さらに、アスパラプチンAは試験管内においてACEに対する阻害活性を示すことから、高血圧モデルマウスを用いや血圧降下作用の調査を実施。アスパラプチンAが経口投与されたマウスでは、投与1時間後には迅速に血圧低下が見られ、投与2時間後で最大の血圧低下作用が確認されたとするほか、投与3時間後には血圧低下作用は軽減し、投与2日後には元の血圧に戻ることが判明。アスパラプチンAが短時間作用型のACE阻害剤としての効果を持つことが示されたとしている。

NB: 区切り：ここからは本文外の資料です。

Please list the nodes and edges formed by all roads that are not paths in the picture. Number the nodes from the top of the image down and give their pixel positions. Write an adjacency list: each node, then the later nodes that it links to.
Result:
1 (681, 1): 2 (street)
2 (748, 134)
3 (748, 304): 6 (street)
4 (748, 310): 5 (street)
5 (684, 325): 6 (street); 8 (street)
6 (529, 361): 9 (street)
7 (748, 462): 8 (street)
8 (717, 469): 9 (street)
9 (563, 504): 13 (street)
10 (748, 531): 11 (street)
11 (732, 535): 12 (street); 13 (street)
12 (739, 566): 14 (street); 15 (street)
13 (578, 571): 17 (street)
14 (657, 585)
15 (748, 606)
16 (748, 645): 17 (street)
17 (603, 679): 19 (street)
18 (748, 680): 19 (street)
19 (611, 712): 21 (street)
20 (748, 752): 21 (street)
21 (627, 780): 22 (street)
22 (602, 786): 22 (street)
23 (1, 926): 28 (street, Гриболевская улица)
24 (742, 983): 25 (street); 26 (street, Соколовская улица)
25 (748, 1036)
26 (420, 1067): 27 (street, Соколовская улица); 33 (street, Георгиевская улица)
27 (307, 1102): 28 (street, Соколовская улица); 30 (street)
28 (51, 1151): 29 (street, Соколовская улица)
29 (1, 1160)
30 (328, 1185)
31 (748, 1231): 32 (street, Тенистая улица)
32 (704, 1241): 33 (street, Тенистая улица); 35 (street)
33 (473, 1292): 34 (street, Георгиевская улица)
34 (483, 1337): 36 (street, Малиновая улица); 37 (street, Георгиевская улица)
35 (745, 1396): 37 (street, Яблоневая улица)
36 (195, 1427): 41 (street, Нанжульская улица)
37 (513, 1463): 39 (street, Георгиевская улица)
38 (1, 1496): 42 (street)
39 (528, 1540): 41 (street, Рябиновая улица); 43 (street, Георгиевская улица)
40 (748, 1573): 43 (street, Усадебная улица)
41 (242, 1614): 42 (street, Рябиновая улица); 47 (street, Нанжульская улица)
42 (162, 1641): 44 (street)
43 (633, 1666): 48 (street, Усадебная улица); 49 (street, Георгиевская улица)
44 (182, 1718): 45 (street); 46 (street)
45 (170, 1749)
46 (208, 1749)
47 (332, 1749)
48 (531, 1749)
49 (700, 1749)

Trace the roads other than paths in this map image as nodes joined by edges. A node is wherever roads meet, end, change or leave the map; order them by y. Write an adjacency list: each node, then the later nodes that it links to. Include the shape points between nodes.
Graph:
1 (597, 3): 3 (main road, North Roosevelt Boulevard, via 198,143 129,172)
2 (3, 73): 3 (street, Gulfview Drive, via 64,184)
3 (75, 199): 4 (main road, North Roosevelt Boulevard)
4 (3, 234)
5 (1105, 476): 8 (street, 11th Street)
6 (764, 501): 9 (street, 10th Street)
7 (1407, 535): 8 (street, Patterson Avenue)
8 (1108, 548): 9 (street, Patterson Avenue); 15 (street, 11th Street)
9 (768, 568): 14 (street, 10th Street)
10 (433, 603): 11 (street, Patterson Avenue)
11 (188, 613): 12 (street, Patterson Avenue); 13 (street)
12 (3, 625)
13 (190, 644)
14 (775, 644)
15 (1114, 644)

なお、研究チームによると、今回の手法を、既存の類似性解析に組み込むことで、未知代謝物の構造解析の精度が高まることが期待できるとしているほか、今回の手法によるアスパラプチンBおよびCの発見により、アルギニン以外のアミノ酸とアスパラガス酸が結合したアスパラプチン類の存在が示されたことから、未だ見つかっていないアスパラプチン類の中には、より強いACE阻害活性を示すものがある可能性もあるとのことで、今後、より高感度の最先端質量分析装置と、今回の研究で開発された解析手法を組み合わせることで、その一部またはすべてが発見される可能性があるとしている。